As I settle back in my homeland Nigeria since retiring as the President of the International Fund for Agricultural Development (IFAD) in March this year, I am reminded of a local saying that when you go to the stream to fetch water, your bucket will only be filled with the water that is yours. No one can take the water that is meant for you. Life will give you what you deserve, nothing more, and nothing less. But first you must walk to the stream, bend down, and dip your bucket.
This parable inspired the title of my recently released book, A Bucket of Water, that distils lessons and experiences from my 40-year professional career dedicated to agriculture in general, and African agriculture in particular.
I have witnessed many inspiring changes in Africa over the years. Technologies that enable farmers produce more yield per unit acreage have been developed. Access to markets and financial resources have also improved as has the policy landscape. Additionally, Africa is experiencing unprecedented economic growth with five of the world’s 10 fastest growing economies being African.
However, this progress is ironical when Africa, rich as it is, is still unable to feed itself – poverty levels remain high and millions go to bed hungry. I see our over-dependence on minerals as the main problem.
According to the US Geological Survey 2016, Sub- Saharan Africa produces 77 per cent of the world’s platinum metals; 60 per cent of its cobalt (used for batteries and metal alloys); 46 per cent of its natural industrial diamonds; and an abundance of gold, uranium, oil, and gas. Tragically, this immense mineral richness has not benefited the majority
My vision for Africa’s future is not built on a foundation of extractive industries. These riches have not translated into wide-ranging job creation, or social welfare and stability. They have not fed hungry people. They have not reduced poverty.
I see Africa’s economic growth predicated upon unlocking and fully tapping into the potential of smallholder farmers who make up 70 per cent of our population. When I insisted for many years that small-scale farms were as much businesses as large-scale operations, my views were considered at best romantic and at worst foolish. I am glad to note that the concept of smallholder farms as a business has become commonplace today.
Achieving the kind of economic growth that leaves no one behind requires deliberate prioritization of the agricultural sector. In fact, agriculture is the surest path to Africa’s prosperity. For instance, it is well established that GDP growth due to agriculture is at least three times more effective in reducing poverty in resource-poor, low-income countries than growth in other sectors. In sub-Saharan Africa, it is estimated to be 11 times more effective.
We are richly endowed with what it takes to achieve greatness – ideal climatic conditions which are, unfortunately, changing in devastating ways; large swathes of arable land; huge deposits of water that can be used for irrigation; and, most importantly, the vast potential of the people themselves especially the ingenuity and vigour of our youth. Our women who do most of our farming deserve a special mention. In 2016, I was honoured as the winner of the Inaugural Africa Food Prize which I dedicated to the millions of African women who silently toil to feed their families. I am a strong believer that no nation has been able to transform itself without giving women the same rights and opportunities as men.

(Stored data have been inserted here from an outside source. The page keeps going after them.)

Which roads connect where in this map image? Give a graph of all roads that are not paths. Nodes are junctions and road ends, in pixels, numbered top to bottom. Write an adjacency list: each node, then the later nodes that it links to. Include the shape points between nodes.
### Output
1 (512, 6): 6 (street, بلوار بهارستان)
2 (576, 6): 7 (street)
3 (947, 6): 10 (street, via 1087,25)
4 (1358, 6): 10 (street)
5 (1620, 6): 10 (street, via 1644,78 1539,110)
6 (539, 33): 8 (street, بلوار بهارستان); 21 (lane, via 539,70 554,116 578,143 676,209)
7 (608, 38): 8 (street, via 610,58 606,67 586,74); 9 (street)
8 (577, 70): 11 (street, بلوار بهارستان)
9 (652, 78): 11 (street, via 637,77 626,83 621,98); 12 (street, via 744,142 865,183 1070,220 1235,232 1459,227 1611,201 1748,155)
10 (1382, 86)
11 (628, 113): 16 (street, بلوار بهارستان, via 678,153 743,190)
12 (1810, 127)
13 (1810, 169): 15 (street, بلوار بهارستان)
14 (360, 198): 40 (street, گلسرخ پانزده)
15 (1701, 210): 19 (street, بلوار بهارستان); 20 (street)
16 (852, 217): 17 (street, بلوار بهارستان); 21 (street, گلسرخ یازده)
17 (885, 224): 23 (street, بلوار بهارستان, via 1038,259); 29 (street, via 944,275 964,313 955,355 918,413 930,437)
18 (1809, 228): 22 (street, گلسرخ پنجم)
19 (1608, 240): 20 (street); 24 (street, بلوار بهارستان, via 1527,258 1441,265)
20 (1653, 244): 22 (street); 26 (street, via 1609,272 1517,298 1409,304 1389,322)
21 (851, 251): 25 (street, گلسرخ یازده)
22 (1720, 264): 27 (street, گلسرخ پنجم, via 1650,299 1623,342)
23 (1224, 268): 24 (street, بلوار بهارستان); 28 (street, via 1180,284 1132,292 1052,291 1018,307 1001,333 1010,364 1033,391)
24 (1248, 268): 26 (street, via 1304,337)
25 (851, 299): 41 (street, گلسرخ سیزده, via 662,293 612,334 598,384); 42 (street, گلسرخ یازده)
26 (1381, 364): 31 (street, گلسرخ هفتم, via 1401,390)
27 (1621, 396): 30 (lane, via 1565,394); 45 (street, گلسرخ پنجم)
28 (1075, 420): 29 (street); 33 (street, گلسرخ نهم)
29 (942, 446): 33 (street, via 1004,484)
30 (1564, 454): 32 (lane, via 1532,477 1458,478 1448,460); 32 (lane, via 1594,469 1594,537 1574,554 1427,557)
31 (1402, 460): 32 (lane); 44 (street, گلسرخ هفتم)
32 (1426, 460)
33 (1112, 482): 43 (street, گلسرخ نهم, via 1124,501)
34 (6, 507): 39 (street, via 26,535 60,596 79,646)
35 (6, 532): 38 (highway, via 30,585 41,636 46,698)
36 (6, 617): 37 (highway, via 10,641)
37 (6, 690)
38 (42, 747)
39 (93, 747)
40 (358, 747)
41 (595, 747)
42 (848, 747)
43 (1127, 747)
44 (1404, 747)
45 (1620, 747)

However, as I have said many times before, achieving a continent-wide agricultural transformation, as the foundation for food security and poverty alleviation, requires visionary national and continental leadership. For our continent has all it needs to succeed in the right climate of leadership.
We laud our leaders’ commitment to allocate at least 10 per cent of public expenditure to agriculture, and to ensuring its efficiency and effectiveness, in the Malabo Declaration. A lot more still needs to be done. For instance, only eight out of 44 governments in sub-Saharan Africa have kept these promises to invest more in agriculture.
However, where the resolution has been adopted, and the will is there; where the decisions have been taken, and the actions implemented; the results have been both swift and phenomenal.
Ethiopia, for example, has reaped huge benefits for the last two decades from visionary leadership and by honouring its development commitments. The government set up the Growth and Transformation Plan (GTP) to bolster smallholder farmers’ productivity, enhance marketing systems, upgrade the participation of the private sector, increase the volume of irrigated land and curtail the number of households with inadequate food.
Today, agriculture is Ethiopia’s most important sector, accounting for nearly half of the country’s GDP (46.3 per cent), 90 per cent of exports and 85 per cent of the labour force.
Rwanda is another example where agricultural transformation has spanned land reform, land consolidation, and better access to inputs and extension for smallholders. This has increased the country’s food availability by 150 per cent, reducing chronic malnutrition and stunting significantly, and reducing poverty by 20 per cent in the last 10 years.
Visionary leadership in agriculture, therefore, demonstrably offers rapid returns. Ethiopia and Rwanda, both among the fastest growing African economies, are good examples of countries that have walked to the stream to fill their buckets.
Other countries should make the same walk to the river of agricultural opportunities that continues flowing. The landmark African Green Revolution Forum to be hosted in Abidjan, Côte d’Ivoire by H.E. President Alassane Ouattara, is one step towards the river. At the Forum, global and African leaders will develop actionable plans that will move African agriculture forward.